WHAT TO PRODUCE: Determine the number of lines in the listing below where the string "roads" occurs; answer with the number alone.

RECORD SET:
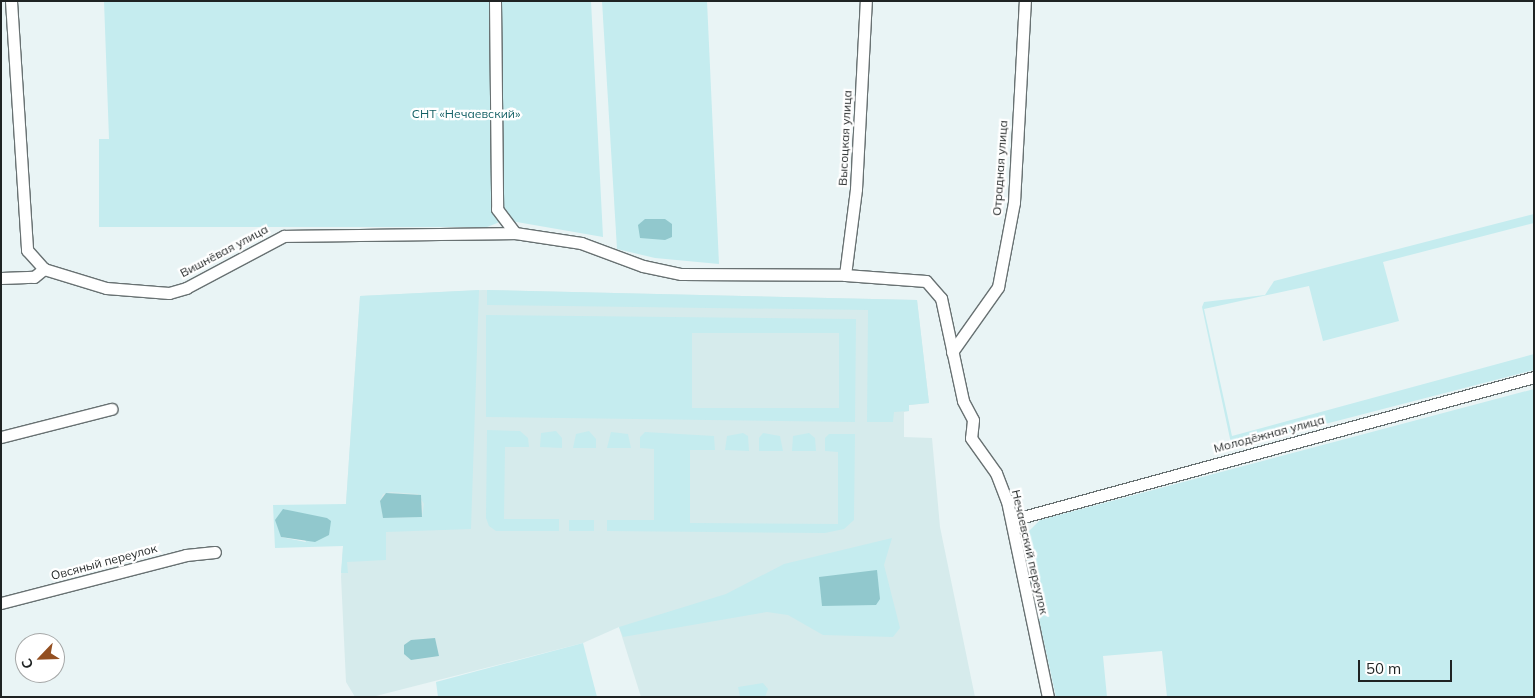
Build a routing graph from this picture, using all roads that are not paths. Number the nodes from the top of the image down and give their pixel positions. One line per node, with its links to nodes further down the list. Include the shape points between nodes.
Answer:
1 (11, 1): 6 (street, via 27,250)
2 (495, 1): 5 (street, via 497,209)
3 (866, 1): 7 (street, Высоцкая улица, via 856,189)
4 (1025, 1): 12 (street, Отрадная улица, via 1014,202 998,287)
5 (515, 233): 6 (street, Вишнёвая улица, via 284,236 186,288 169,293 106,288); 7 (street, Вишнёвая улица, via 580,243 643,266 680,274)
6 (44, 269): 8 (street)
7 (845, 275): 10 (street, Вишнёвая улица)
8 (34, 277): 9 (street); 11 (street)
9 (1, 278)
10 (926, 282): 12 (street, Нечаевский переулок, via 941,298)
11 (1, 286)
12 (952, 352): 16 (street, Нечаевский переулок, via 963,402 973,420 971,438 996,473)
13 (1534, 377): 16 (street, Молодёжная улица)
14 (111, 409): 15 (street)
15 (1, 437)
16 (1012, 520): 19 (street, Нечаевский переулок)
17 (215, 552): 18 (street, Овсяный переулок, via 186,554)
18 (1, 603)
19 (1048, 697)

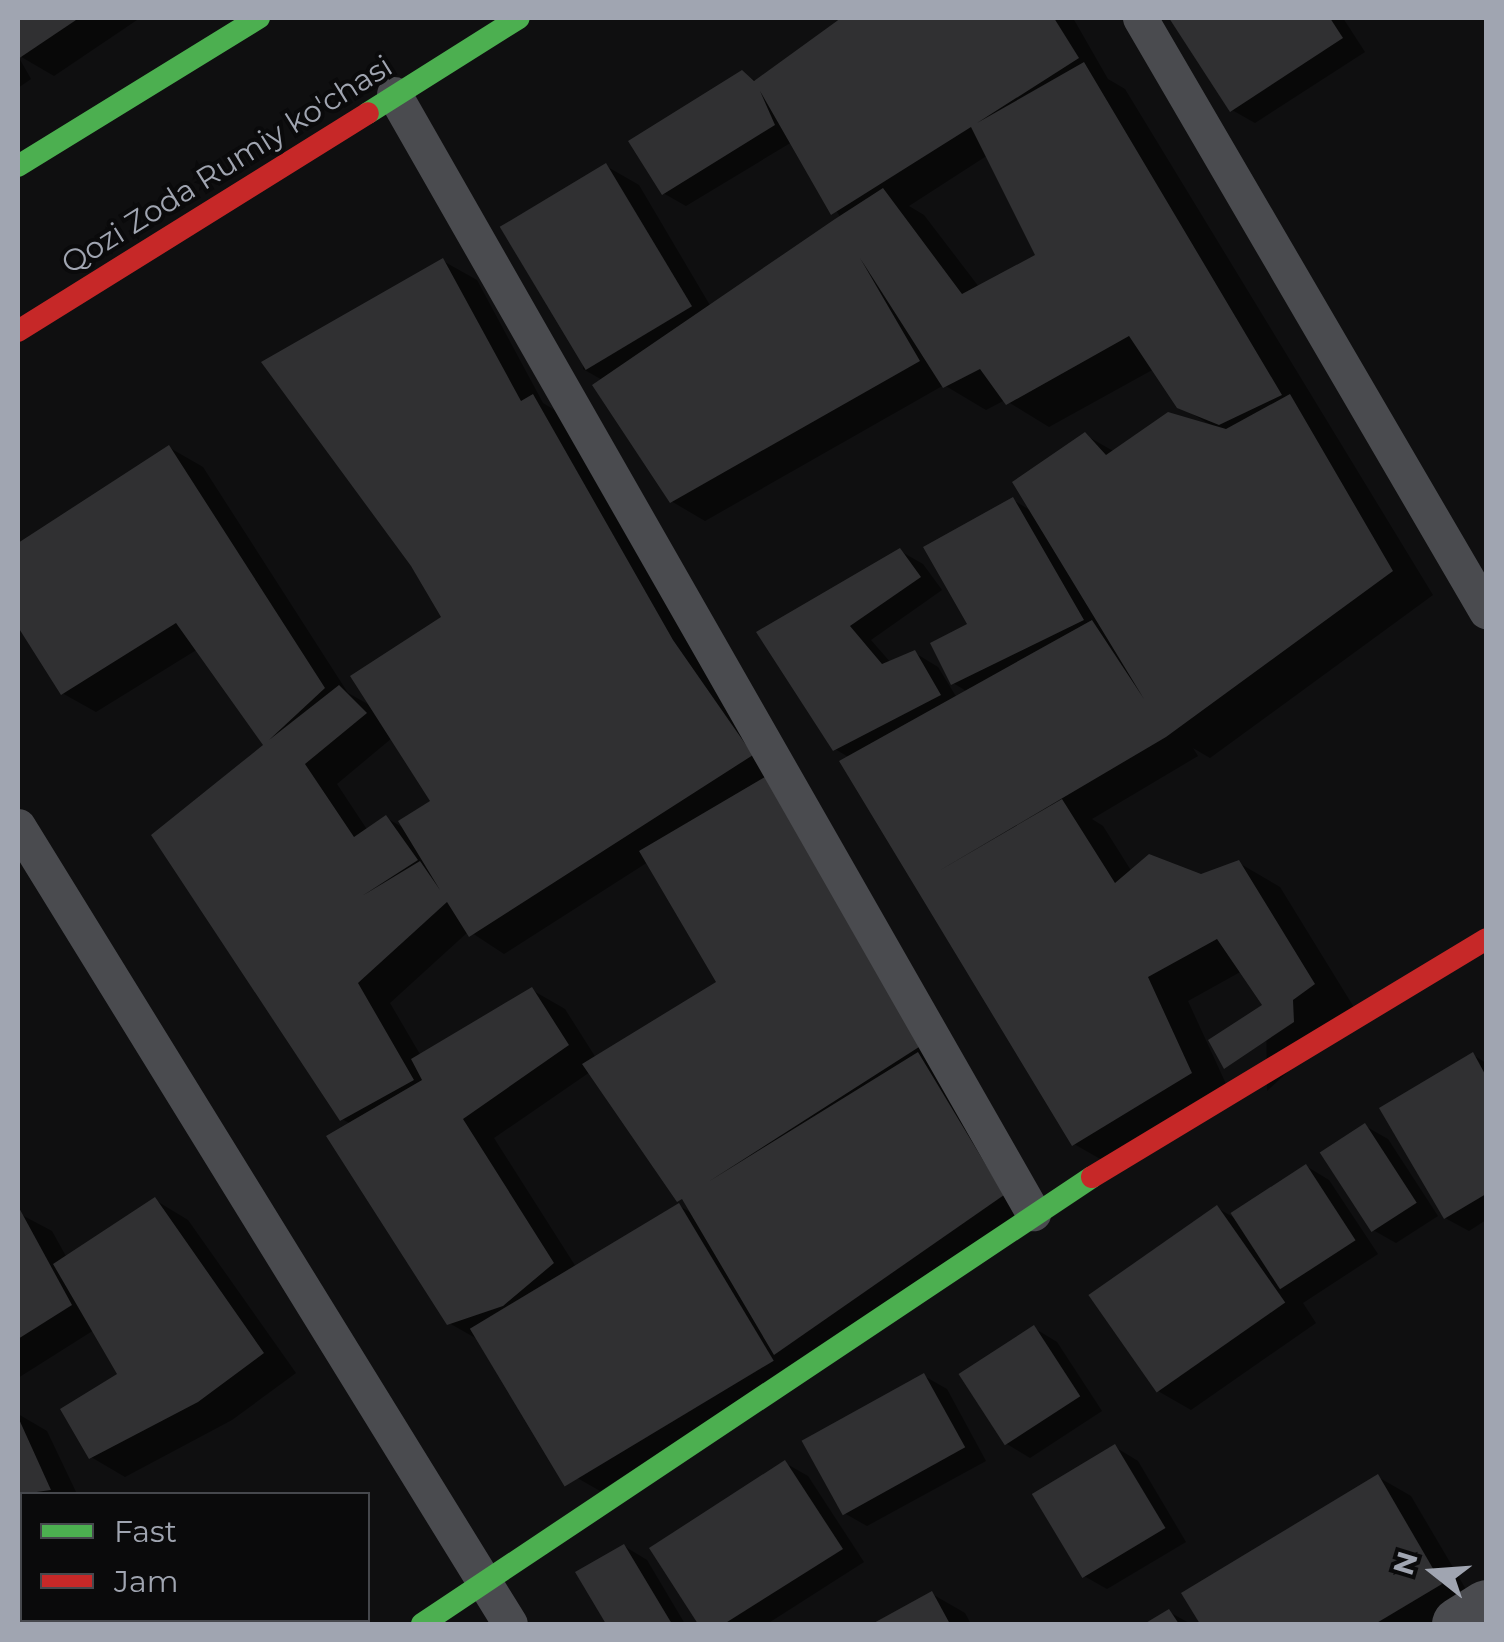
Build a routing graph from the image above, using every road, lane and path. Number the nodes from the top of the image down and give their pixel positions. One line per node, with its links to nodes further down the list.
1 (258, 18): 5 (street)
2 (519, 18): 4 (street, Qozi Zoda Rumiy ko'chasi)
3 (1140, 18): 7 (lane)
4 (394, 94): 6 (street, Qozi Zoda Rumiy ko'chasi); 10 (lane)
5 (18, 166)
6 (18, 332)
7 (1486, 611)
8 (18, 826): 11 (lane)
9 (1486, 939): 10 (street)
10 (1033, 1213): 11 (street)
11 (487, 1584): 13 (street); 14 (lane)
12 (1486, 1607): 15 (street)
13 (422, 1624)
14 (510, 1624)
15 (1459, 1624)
---
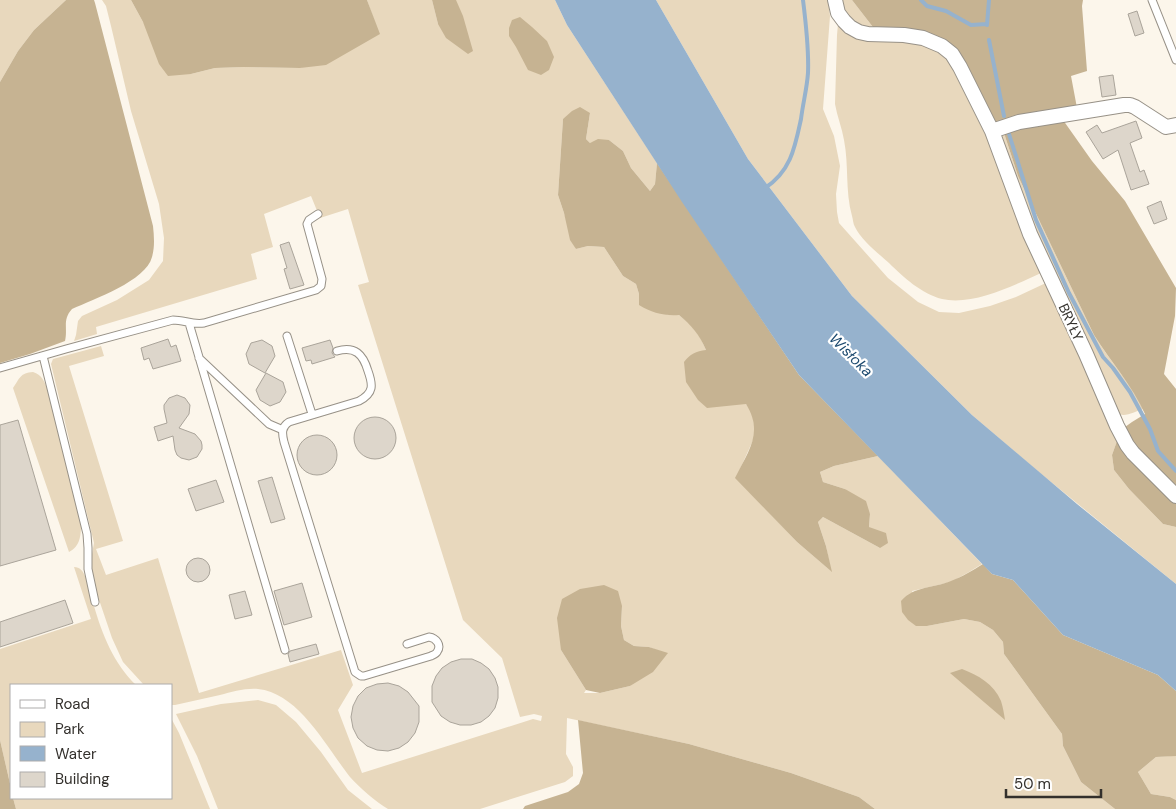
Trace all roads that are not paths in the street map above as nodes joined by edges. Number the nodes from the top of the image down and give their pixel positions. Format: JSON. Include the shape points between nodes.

ANSWER SPACE: 2